To do: Each entry below must be repeated exactly. Leave the pictures out of it.

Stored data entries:
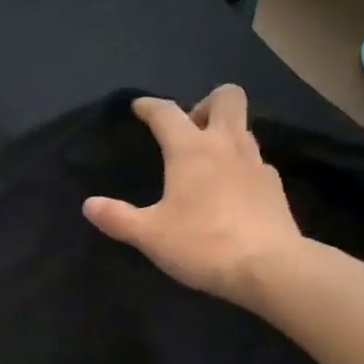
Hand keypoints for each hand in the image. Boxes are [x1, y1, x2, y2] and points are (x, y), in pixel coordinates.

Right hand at [82, 87, 300, 305]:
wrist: (269, 267)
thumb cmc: (203, 244)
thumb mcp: (150, 236)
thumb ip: (118, 218)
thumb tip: (89, 205)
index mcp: (191, 150)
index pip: (166, 113)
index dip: (150, 106)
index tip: (139, 107)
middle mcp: (226, 145)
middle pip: (226, 97)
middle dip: (205, 103)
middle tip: (189, 130)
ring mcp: (256, 164)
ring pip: (243, 128)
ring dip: (224, 134)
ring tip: (207, 162)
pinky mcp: (274, 186)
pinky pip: (255, 162)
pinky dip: (241, 166)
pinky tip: (231, 192)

Written answer:
Hand keypoints for each hand in the image. Boxes are [x1, y1, x2, y2] and points are (x, y), in pixel coordinates.

Right hand at [82, 87, 300, 305]:
wrist: (269, 267)
thumb cmc: (203, 244)
thumb mcp: (150, 236)
thumb ip: (118, 218)
thumb tip: (89, 205)
index mcp: (191, 150)
index pip: (166, 113)
index dip: (150, 106)
index tip: (139, 107)
middle mcp: (226, 145)
middle pip: (226, 97)
middle dip: (205, 103)
middle tip: (189, 130)
ring mcp: (256, 164)
ring pip: (243, 128)
ring dip: (224, 134)
ring tip: (207, 162)
pinky mcp: (274, 186)
pinky pip: (255, 162)
pinky dip: (241, 166)
pinky tip: (231, 192)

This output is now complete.